27 Juni 2007

Radio Gapura Klewer, Solo

Pendengar Minta Dipesankan Sate Kambing

Hari beranjak siang ketika Titik dan Widya mulai membuka studio kecilnya yang terletak di pojok lantai atas Pasar Klewer, Solo. Meski baru pukul 09.00, namun ratusan orang, baik pedagang maupun pengunjung pasar telah menantikan ‘cuap-cuap’ mereka yang dipancarkan melalui sekitar seratus speaker yang dipasang di seantero pasar tekstil terbesar di Jawa Tengah itu. Selain lagu-lagu yang sedang top, tentu saja.

Kantor yang hanya berukuran 2x4 meter itu memang sejak sembilan tahun lalu difungsikan sebagai pusat informasi dan hiburan bagi komunitas Pasar Klewer. Masyarakat pasar dan sekitarnya mengenal studio kecil tersebut sebagai Gapura Klewer Promotion alias Radio Gapura Klewer. “Kalau mau nanya tentang keberadaan radio ini, orang cukup menyebut Gapura gitu aja, pasti semua orang se-Klewer sudah langsung tahu letaknya di mana,” tutur Widya.

Radio komunitas yang dipancang pada frekuensi 97,3 FM itu, awalnya oleh Hadi Yasri, pemilik modal sekaligus pengelola hanya dimaksudkan untuk meramaikan pasar. Sebab, selain pedagang, pengunjung sering mengeluh kepada Himpunan Pedagang Pasar Klewer (HPPK) atas sulitnya mencari informasi seputar Pasar Klewer.

Meskipun sebenarnya Radio Gapura Klewer termasuk dalam kategori radio kabel, tapi acara-acara yang diprogramkan di radio tersebut cukup mewadahi komunitas pasar yang hiruk-pikuk. Kehadiran Gapura dari pukul 09.00 hingga 16.30 itu dirasa sangat menolong bagi pengunjung yang baru pertama kali menginjakkan kaki di area pasar yang terdiri atas dua bangunan yang semuanya berlantai dua itu. Misalnya, saking padatnya pasar, pengunjung sering tersesat atau terpisah dari rombongan. Bahkan kadang pedagang juga memanfaatkan Gapura untuk mencari bakul-nya yang hilang. “Di sini kalau nggak ada Gapura nggak bisa dengerin lagu-lagu, kan kita juga butuh hiburan daripada pusing kalau pas dagangan nggak laku,” ucap Yusuf Feri, salah seorang pedagang di los E.

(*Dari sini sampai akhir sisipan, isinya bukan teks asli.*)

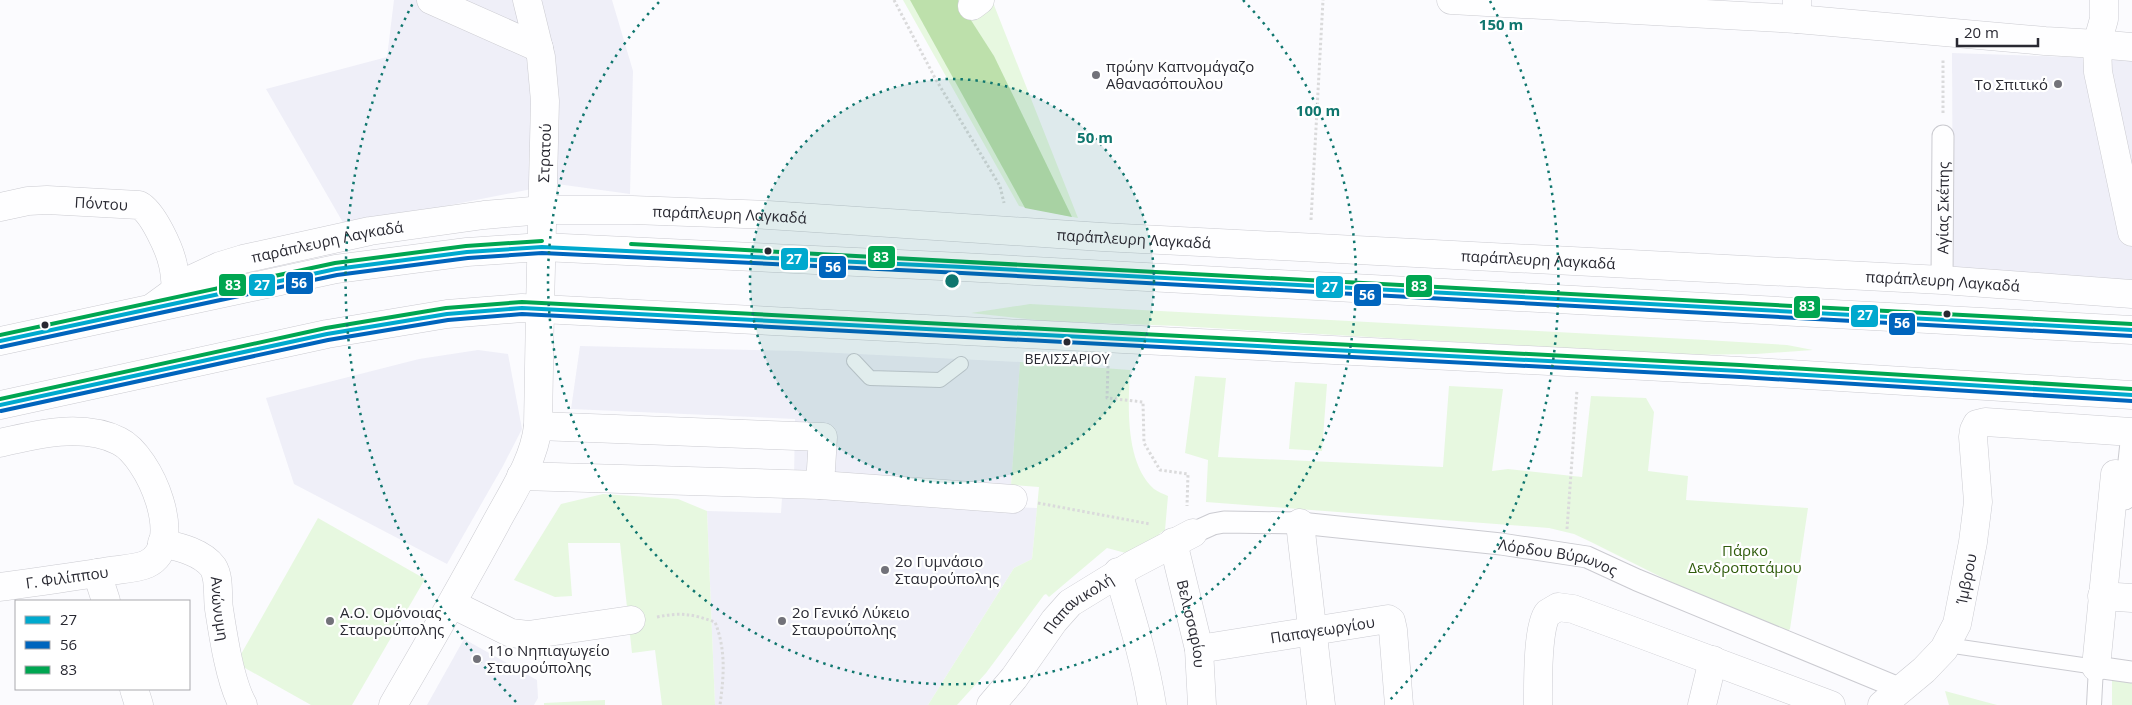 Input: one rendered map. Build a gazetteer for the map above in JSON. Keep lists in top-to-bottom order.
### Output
{
  "streets": {
    "main road": [
      "Στρατού",
      "Πόντου",
      "παράπλευρη Λαγκαδά",
      "Γ. Φιλίππου",
      "Ίμβρου",
      "Παπανικολή",
      "Ανώνυμη",
      "Βελισσαρίου",
      "Παπαγεωργίου"
    ],
    "street": ["Αγίας Σκέπης", "Λόρδου Βύρωνος"]
  },
  "crossings": [
    ["Στρατού", "παράπλευρη Λαγκαδά"],
    ["Πόντου", "παράπλευρη Λαγκαδά"],
    ["Αγίας Σκέπης", "παράπλευρη Λαγκαδά"],
    ["Λόρδου Βύρωνος", "Ίμβρου"],
    ["Λόρδου Βύρωνος", "Παπανικολή"],
    ["Λόρδου Βύρωνος", "Βελισσαρίου"],
    ["Γ. Φιλίππου", "Ανώνυμη"],
    ["Παπανικολή", "Βελισσαρίου"],
    ["Βελισσαρίου", "Παπαγεωργίου"]
  ],
  "parks": ["Πάρκο Δενδροποτάμου"],
  "places": [
    "πρώην Καπνομάγαζο Αθανασόπουλου",
    "Το Σπιτικό",
    "ΒΕΛΙΣΣΑΡΙΟΥ",
    "2ο Γυμνάσιο Σταυρούπολης",
    "Α.Ο. Ομόνοιας Σταυρούπολης",
    "2ο Γενικό Λύκειο Σταυρούπολης",
    "11ο Νηπιαγωγείο Σταυρούπολης"
  ],
  "lines": ["transit line 83", "transit line 27", "transit line 56"],
  "legend": ["27", "56", "83"],
  "scale_bar": "20 m",
  "rings": ["150 m", "100 m", "50 m"]
} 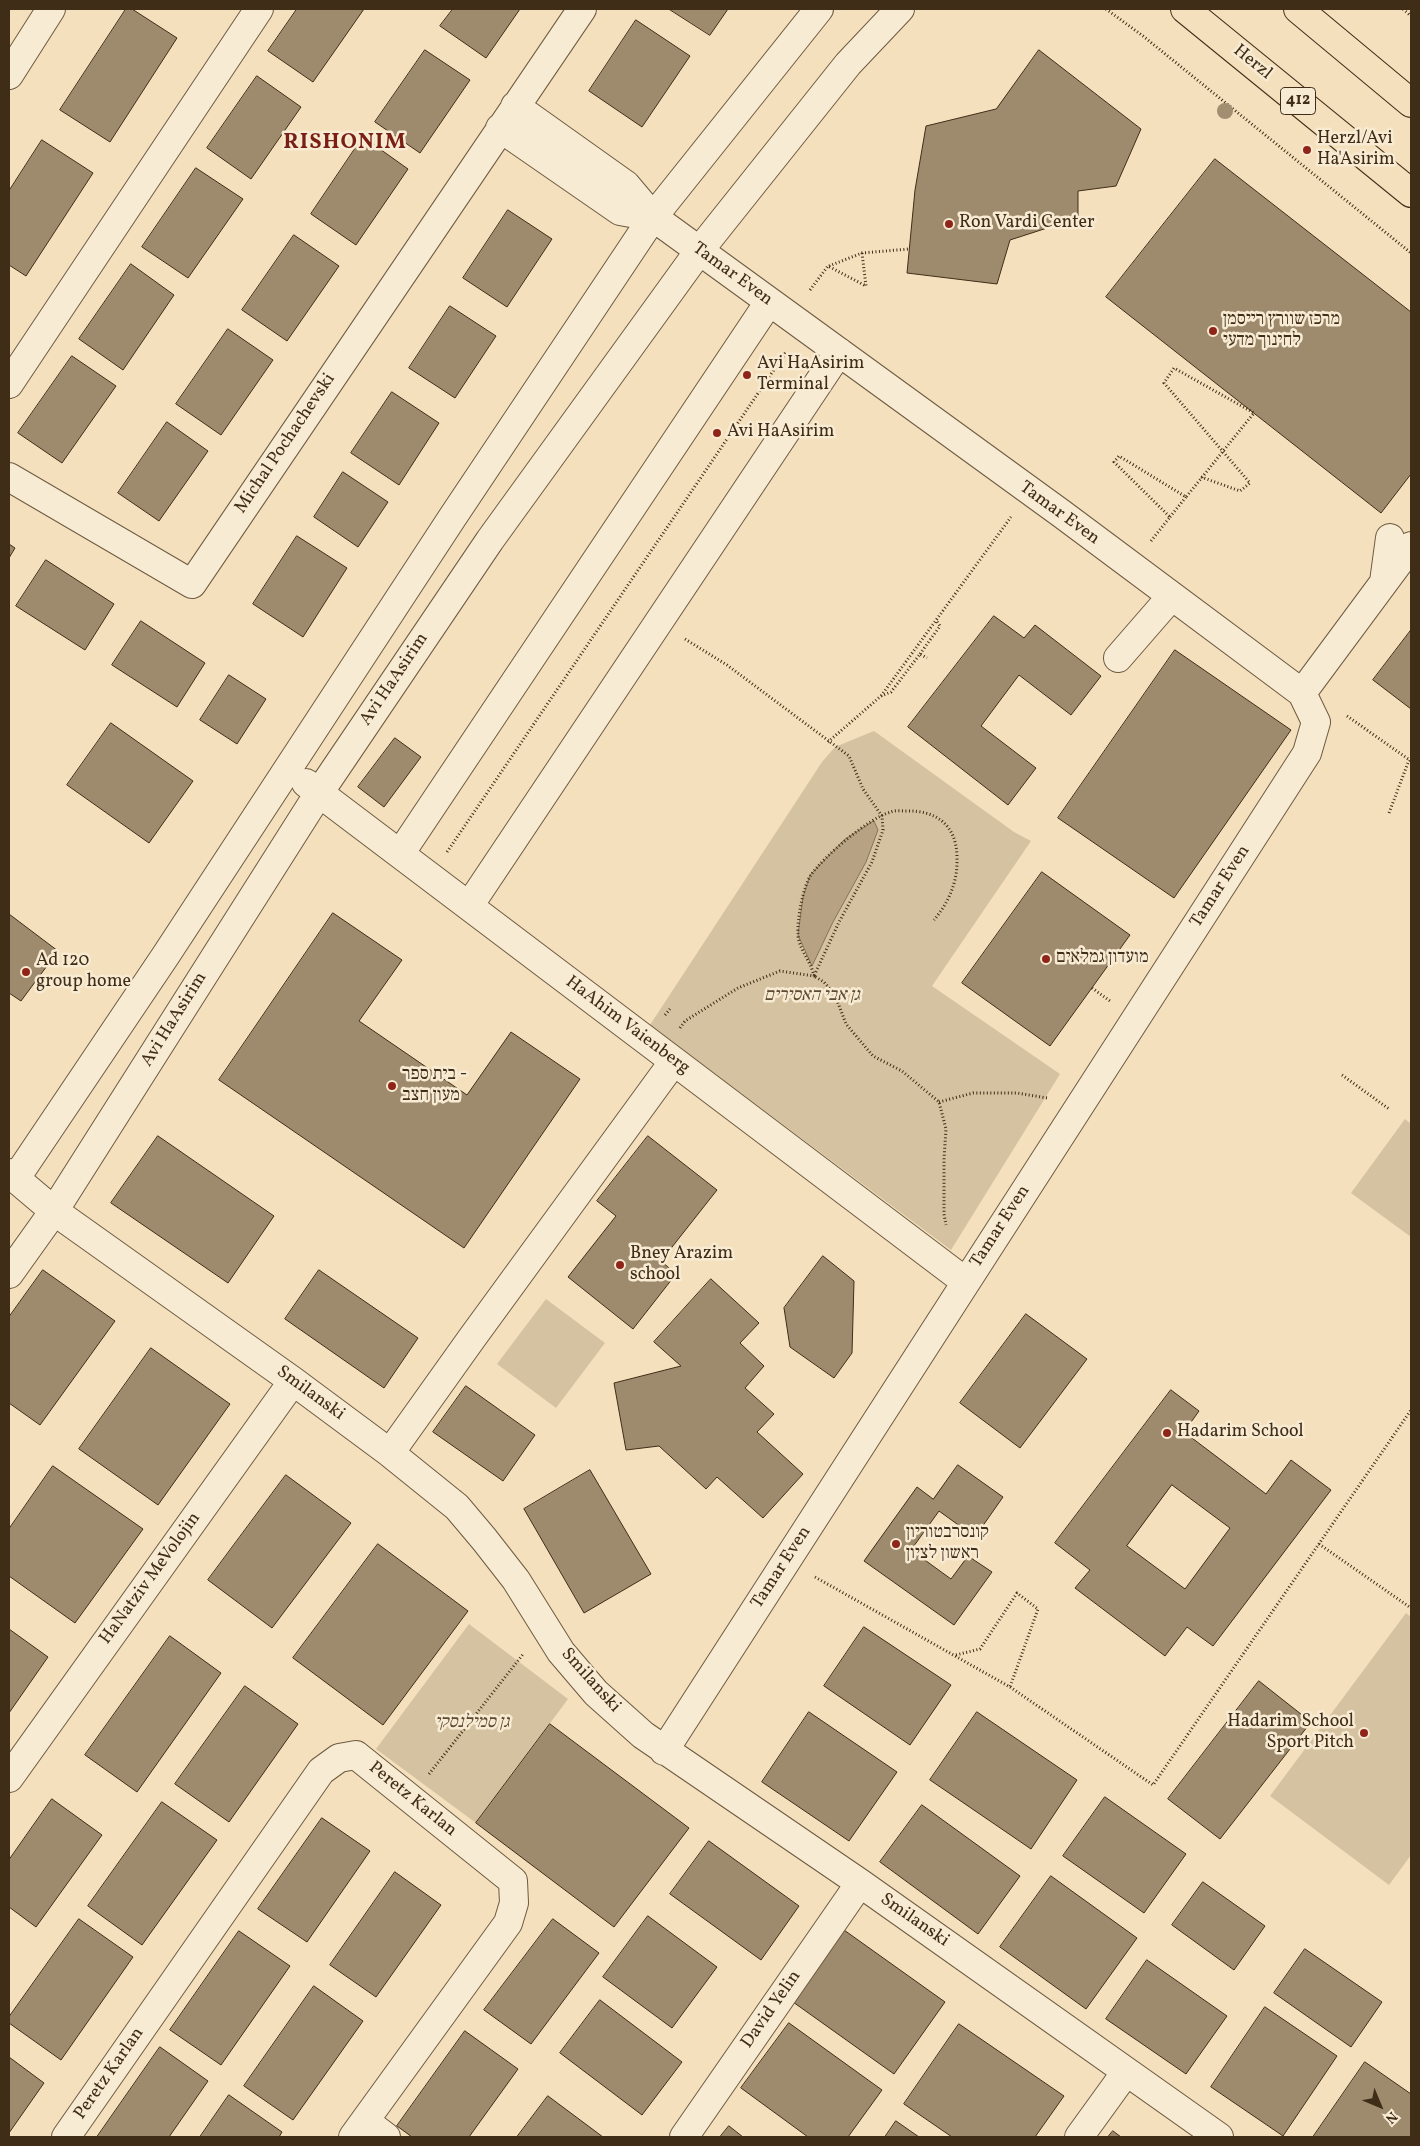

Selain lagu yang menduduki porsi hiburan terbesar sebagai program acara, Gapura juga menyampaikan informasi berupa news. Biasanya, para penyiar Gapura akan menyampaikan berita tentang hal-hal yang tengah in, baik itu seputar Solo maupun berita-berita yang bersifat nasional dan internasional. Gapura juga menjadi media yang sangat efektif untuk menyampaikan informasi dan sosialisasi dari Dinas Pasar Pemkot Solo dan HPPK. “Karena di sini kami belum punya reporter yang ditugasi untuk cari berita langsung ke lapangan, maka kami masih ngambil berita dari koran atau tabloid. Kadang malah justru pendengar yang minta dibacain tentang berita yang lagi trend, seperti seputar pilkada atau perkembangan tsunami waktu Aceh terkena bencana itu,” terang Titik.

Sebagai penyiar radio di lingkungan yang tergolong cukup aktif itu, mau tidak mau mereka (ada lima penyiar di Gapura-red) juga harus mengikuti perkembangan berita yang sedang terjadi. Pasalnya, para pendengar akan selalu menuntut mereka untuk menginformasikan berita-berita terbaru. “Apalagi kalau ada kejadian yang berhubungan dengan Pasar Klewer yang dimuat di sebuah koran, pasti pendengar itu pengen sekali tahu. Supaya mereka merasa tidak ketinggalan berita. Padahal kadang kan kita malah belum sempat baca korannya, jadi malu deh,” kata Widya.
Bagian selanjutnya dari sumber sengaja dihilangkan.